Financiers are willing to listen: “A lot of the solar finance companies will have paths for young companies to get through and meet their requirements for stability. Suppose you’re a solar arm or offshoot from a roofing company or an HVAC company: if you can get your parent company to cross indemnify your solar business, that could be a path to come overcome a financier’s requirements. If you’re a solar veteran who has been in the industry, managing crews a long time, and you just started your own shop after always dreaming of starting your own business — and you learned how it’s all done working under another company — you may be able to overcome some of these minimum-install requirements. Different lenders and financers will have different kinds of ways to make sure that, again, homeowners are going to be protected and have good quality work done. So, talk about your situation, explain your track record, and explain your work.”
What to do if your company is too young to qualify: “I would definitely recommend reaching out to your local banks and local credit unions. A lot of banks and credit unions — given the great performance of solar financial products — are interested in getting in to solar financing. Credit unions and banks might be a little bit more cumbersome to work with than solar-specialized finance companies, but they can empower younger installers to sell on a monthly payment, and get through enough business until they finally qualify for solar finance companies.”
“Solar is a very cash-intensive business to get all the work done, so making sure that your books are being managed properly is going to help your business survive the ups and downs of the solar coaster and get you on stable footing to qualify with a solar financer.”
Rachel Schapira, Director of Residential Financing, BayWa r.e. Solar Systems
Be prepared: “Installers should get their financials done by a professional accountant. A lot of people do their own bookkeeping at startup companies, but having a professional bookkeeper or accountant look at your books is a great way to make sure that you are managing all the expenses. Solar is a very cash-intensive business to get all the work done, so making sure that your books are being managed properly is going to help your business survive the ups and downs of the solar coaster and get you on stable footing to qualify with a solar financer. And start building your online reputation. A lot of people don’t realize that even if you don’t have a website yet, you can go into Google maps and claim your address as a business and have a place where people can start giving you reviews. You can get reviews on Yelp, on EnergySage, on Better Business Bureau. Building your online reputation will help you with customer acquisition — because you may not realize it, but before you meet with homeowners, much of the time they have already Googled you. And if you don’t have a web presence, that might give them pause and it might be hurting your ability to close customers. So, investing in your online presence will improve your close ratio and it will improve your ability to get solar financing.”

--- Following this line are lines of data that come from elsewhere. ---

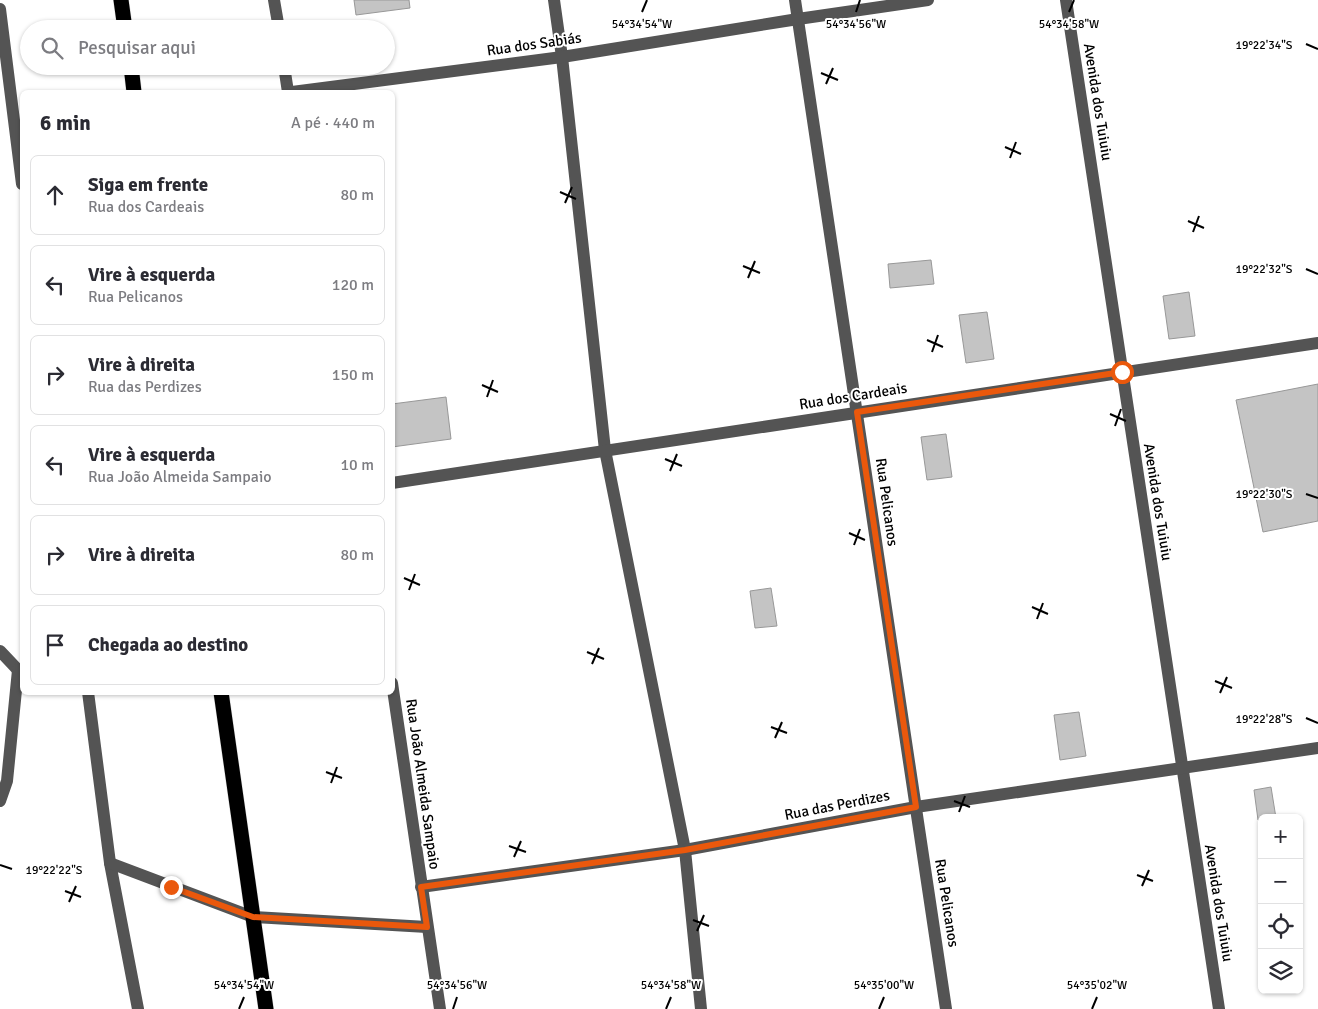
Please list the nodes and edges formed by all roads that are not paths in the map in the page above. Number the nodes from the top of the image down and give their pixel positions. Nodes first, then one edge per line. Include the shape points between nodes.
1 (121, 0) edge
2 (274, 0) edge
3 (554, 0) edge
4 (795, 0) edge
5 (928, 0) edge
6 (1066, 0) edge
7 (0, 10) edge
8 (798, 19) junction
9 (124, 20) edge
10 (277, 20) edge
11 (562, 57) junction
12 (131, 75) edge
13 (285, 75) edge
14 (134, 90) edge
15 (288, 90) edge
16 (307, 90) edge
17 (20, 168) edge
18 (1318, 343) edge
19 (1122, 372) junction
20 (857, 412) junction
21 (605, 450) junction
22 (395, 483) edge
23 (0, 651) edge
24 (20, 670) edge
25 (88, 695) edge
26 (221, 695) edge
27 (394, 695) edge
28 (1318, 748) edge
29 (1182, 768) junction
30 (0, 801) edge
31 (916, 807) junction
32 (685, 850) junction
33 (110, 863) junction
34 (421, 887) junction
35 (253, 917) junction
36 (427, 927) junction
37 (138, 1009) edge
38 (266, 1009) edge
39 (440, 1009) edge
40 (701, 1009) edge
41 (946, 1009) edge
42 (1219, 1009) edge

1 - 9 highway
2 - 10 street
3 - 11 street
4 - 8 street, Rua Pelicanos
5 - 8 street, Rua dos Sabiás
6 - 19 street, Avenida dos Tuiuiu
7 - 17 street
8 - 11 street, Rua dos Sabiás
8 - 20 street, Rua Pelicanos
11 - 16 street, Rua dos Sabiás
11 - 21 street
12 - 14 highway
13 - 15 street
18 - 19 street, Rua dos Cardeais
19 - 20 street, Rua dos Cardeais
19 - 29 street, Avenida dos Tuiuiu
20 - 21 street, Rua dos Cardeais
20 - 31 street, Rua Pelicanos
21 - 22 street, Rua dos Cardeais
21 - 32 street
23 - 24 street
24 - 30 street via 7,781
25 - 33 street
26 - 35 highway
27 - 34 street, Rua João Almeida Sampaio
28 - 29 street, Rua das Perdizes
29 - 31 street, Rua das Perdizes
29 - 42 street, Avenida dos Tuiuiu
31 - 32 street, Rua das Perdizes
31 - 41 street, Rua Pelicanos
32 - 34 street, Rua das Perdizes
32 - 40 street
33 - 35 street
33 - 37 street
34 - 36 street, Rua João Almeida Sampaio
35 - 36 street
35 - 38 highway
36 - 39 street, Rua João Almeida Sampaio

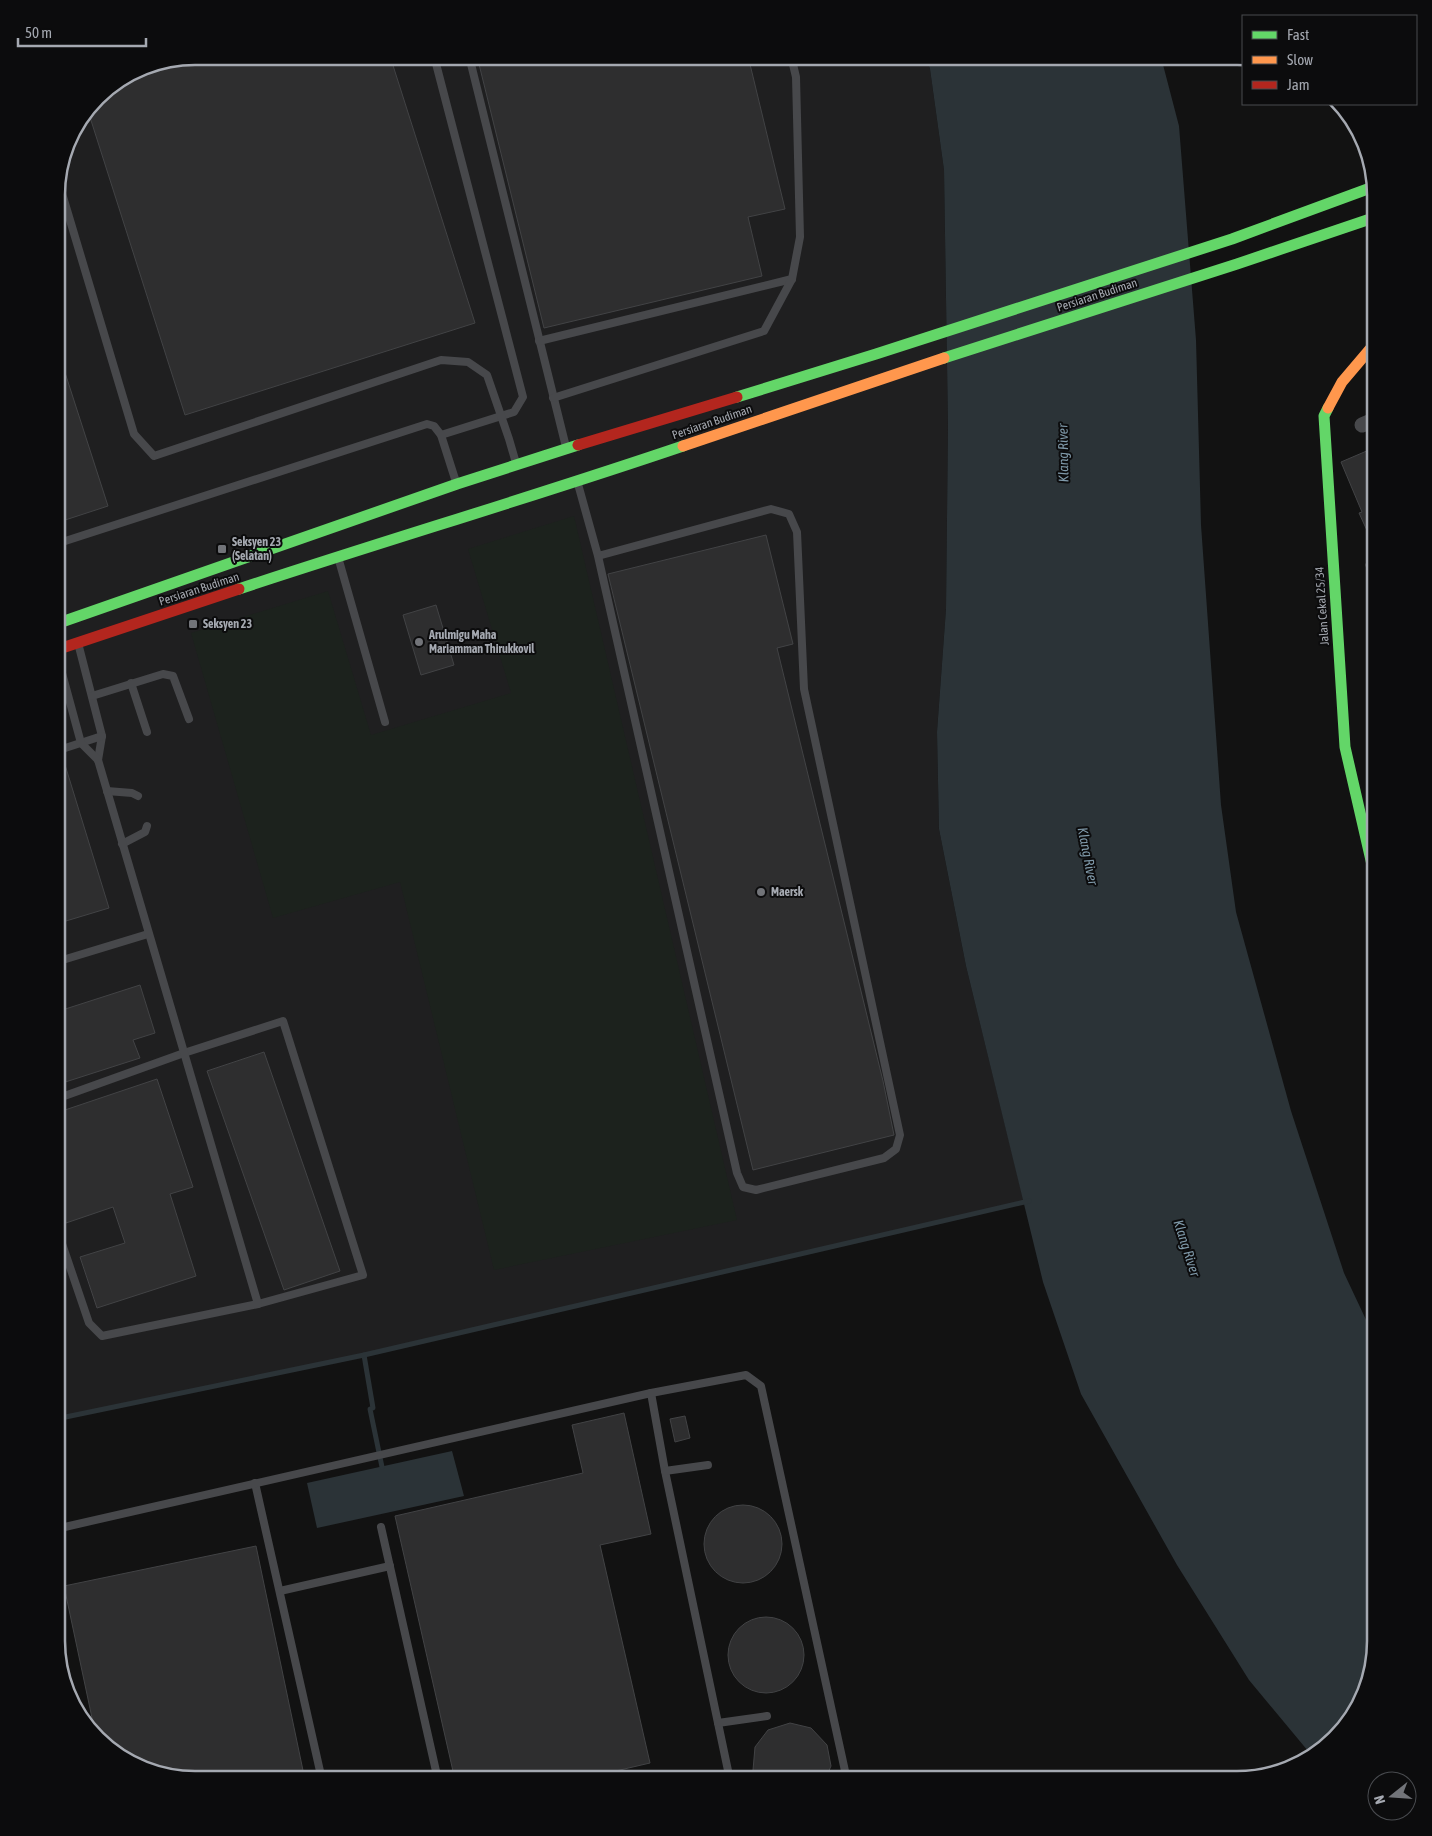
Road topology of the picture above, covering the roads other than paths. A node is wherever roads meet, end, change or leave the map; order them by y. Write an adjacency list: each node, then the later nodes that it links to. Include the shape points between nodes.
1 (436, 65): 11 (lane, via 523,397 514,412)
2 (471, 65): 8 (lane)
3 (793, 65): 7 (lane, via 800,237)
4 (1367, 190): 15 (main road, Persiaran Budiman, via 1232,239 876,354)
5 (65, 203): 11 (lane, via 134,434 154,456 441,360 468,362 487,375)
6 (1367, 219): 17 (main road, Persiaran Budiman, via 878,379)
7 (792, 279): 8 (lane); 10 (lane, via 764,331)
8 (539, 341): 10 (lane)
9 (1367, 353): 38 (main road, Jalan Cekal 25/34, via 1342,382 1324,416 1345,747)
10 (553, 398): 15 (lane)
11 (501, 417): 14 (lane); 16 (lane)
12 (1367, 423): 13 (street)
13 (1362, 425)
14 (441, 435): 18 (lane); 19 (lane, via 434,426 427,424)
15 (566, 448): 16 (main road, Persiaran Budiman)
16 (516, 465): 18 (main road, Persiaran Budiman)
17 (578, 482): 20 (lane); 21 (main road, Persiaran Budiman)
18 (456, 484): 22 (main road, Persiaran Budiman)
19 (65, 541)
20 (598, 556): 20 (lane, via 737,1173 743,1187 756,1190 884,1158 896,1149 900,1135 804,689 797,532 789,514 771,509)
21 (338, 557): 23 (main road, Persiaran Budiman); 29 (lane)
22 (65, 621)
23 (78, 643): 24 (main road, Persiaran Budiman); 27 (lane)
24 (65, 648)
25 (65, 682): 32 (lane)
26 (131, 684): 27 (lane); 28 (lane, via 163,674 173,676); 30 (lane)
27 (92, 696): 31 (lane)
28 (189, 719)
29 (385, 722)
30 (147, 732)
31 (102, 736): 32 (lane); 34 (lane)
32 (82, 742): 33 (lane); 34 (lane)
33 (65, 748)
34 (98, 760): 35 (lane)
35 (106, 791): 36 (lane); 39 (lane)
36 (138, 796)
37 (147, 826): 39 (lane, via 145,832)
38 (1367, 843)
39 (122, 844): 40 (lane)
40 (148, 934): 41 (lane); 42 (lane)
41 (65, 959)
42 (184, 1053): 43 (lane); 45 (lane); 45 (lane, via 283,1021 362,1275)
43 (65, 1096)
44 (65, 1252): 45 (lane, via 89,1323 102,1336)
45 (258, 1304)
46 (651, 1393): 48 (lane); 49 (lane); 59 (lane, via 746,1375 761,1386)
47 (708, 1465): 48 (lane)
48 (665, 1471): 55 (lane)
49 (255, 1483): 50 (lane); 53 (lane)
50 (65, 1527)
51 (381, 1527): 52 (lane)
52 (390, 1566): 53 (lane); 57 (lane)
53 (280, 1591): 56 (lane)
54 (767, 1716): 55 (lane)
55 (718, 1724): 58 (lane)
56 (320, 1771)
57 (436, 1771)
58 (728, 1771)
59 (845, 1771)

Words of encouragement: “I hope that me showing you what’s going on behind the financing mystery curtain doesn’t leave you afraid to apply for solar financing! If you’ve been in business more than a year, if you have a little money in the bank, and you’re doing 15 installs a year — there are a lot of solar financers who’d be very happy to talk to you. It’s not that difficult to get in. And now that you know what goes behind the curtain, you can understand why a company’s risk team or underwriting team might be taking a while to review you. It’s not arbitrary or asking for random or unfair things. They’re just trying to protect their homeowners.”